──────── Dataset extract ────────

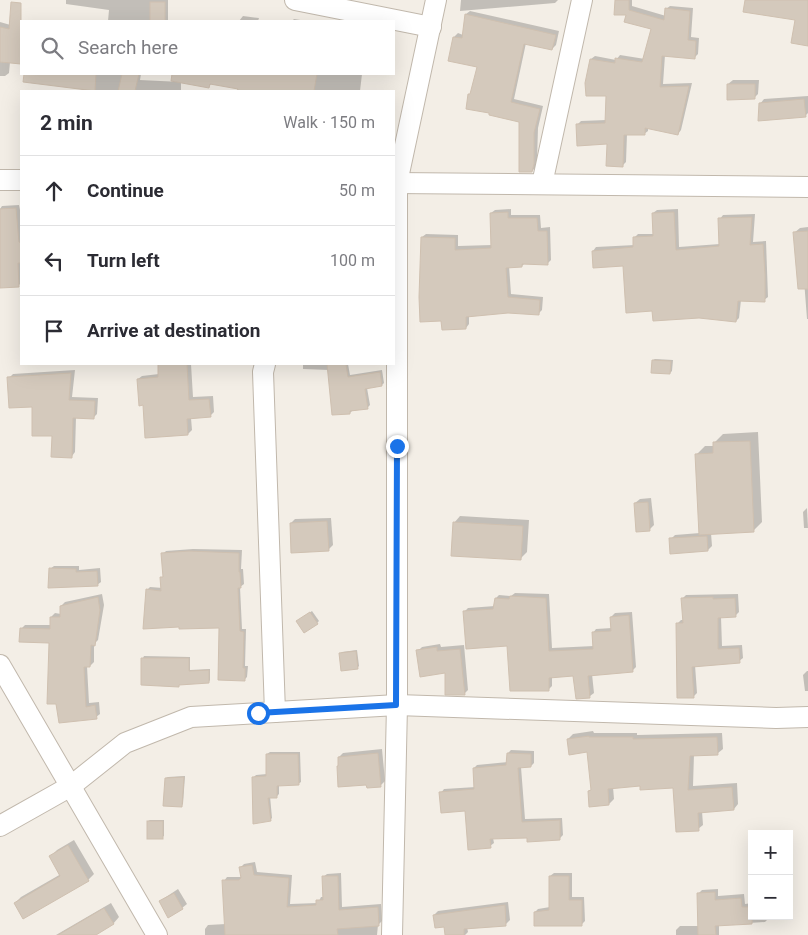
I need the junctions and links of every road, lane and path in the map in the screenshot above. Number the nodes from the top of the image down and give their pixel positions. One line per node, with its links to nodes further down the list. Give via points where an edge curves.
1 (295, 0): 4 (street)
2 (436, 0): 4 (street)
3 (582, 0): 8 (street)
4 (431, 27): 7 (street)
5 (0, 180): 6 (street)
6 (20, 180)
7 (396, 183): 8 (street); 10 (street)
8 (542, 184): 9 (street)
9 (808, 187)
10 (395, 327): 13 (street)
11 (265, 365): 14 (street)
12 (0, 665): 16 (street)
13 (396, 705): 14 (street); 15 (street, via 776,718); 19 (street)
14 (275, 712): 16 (street, via 190,718 126,743)
15 (808, 716)
16 (71, 786): 17 (street); 18 (street)
17 (0, 826)
18 (157, 935)
19 (392, 935)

────────

Return every entry above word for word, and include no images.

I need the junctions and links of every road, lane and path in the map in the screenshot above. Number the nodes from the top of the image down and give their pixel positions. One line per node, with its links to nodes further down the list. Give via points where an edge curves.
1 (295, 0): 4 (street)
2 (436, 0): 4 (street)
3 (582, 0): 8 (street)
4 (431, 27): 7 (street)
5 (0, 180): 6 (street)
6 (20, 180)
7 (396, 183): 8 (street); 10 (street)
8 (542, 184): 9 (street)
9 (808, 187)
10 (395, 327): 13 (street)
11 (265, 365): 14 (street)
12 (0, 665): 16 (street)
13 (396, 705): 14 (street); 15 (street, via 776,718); 19 (street)
14 (275, 712): 16 (street, via 190,718 126,743)
15 (808, 716)
16 (71, 786): 17 (street); 18 (street)
17 (0, 826)
18 (157, 935)
19 (392, 935)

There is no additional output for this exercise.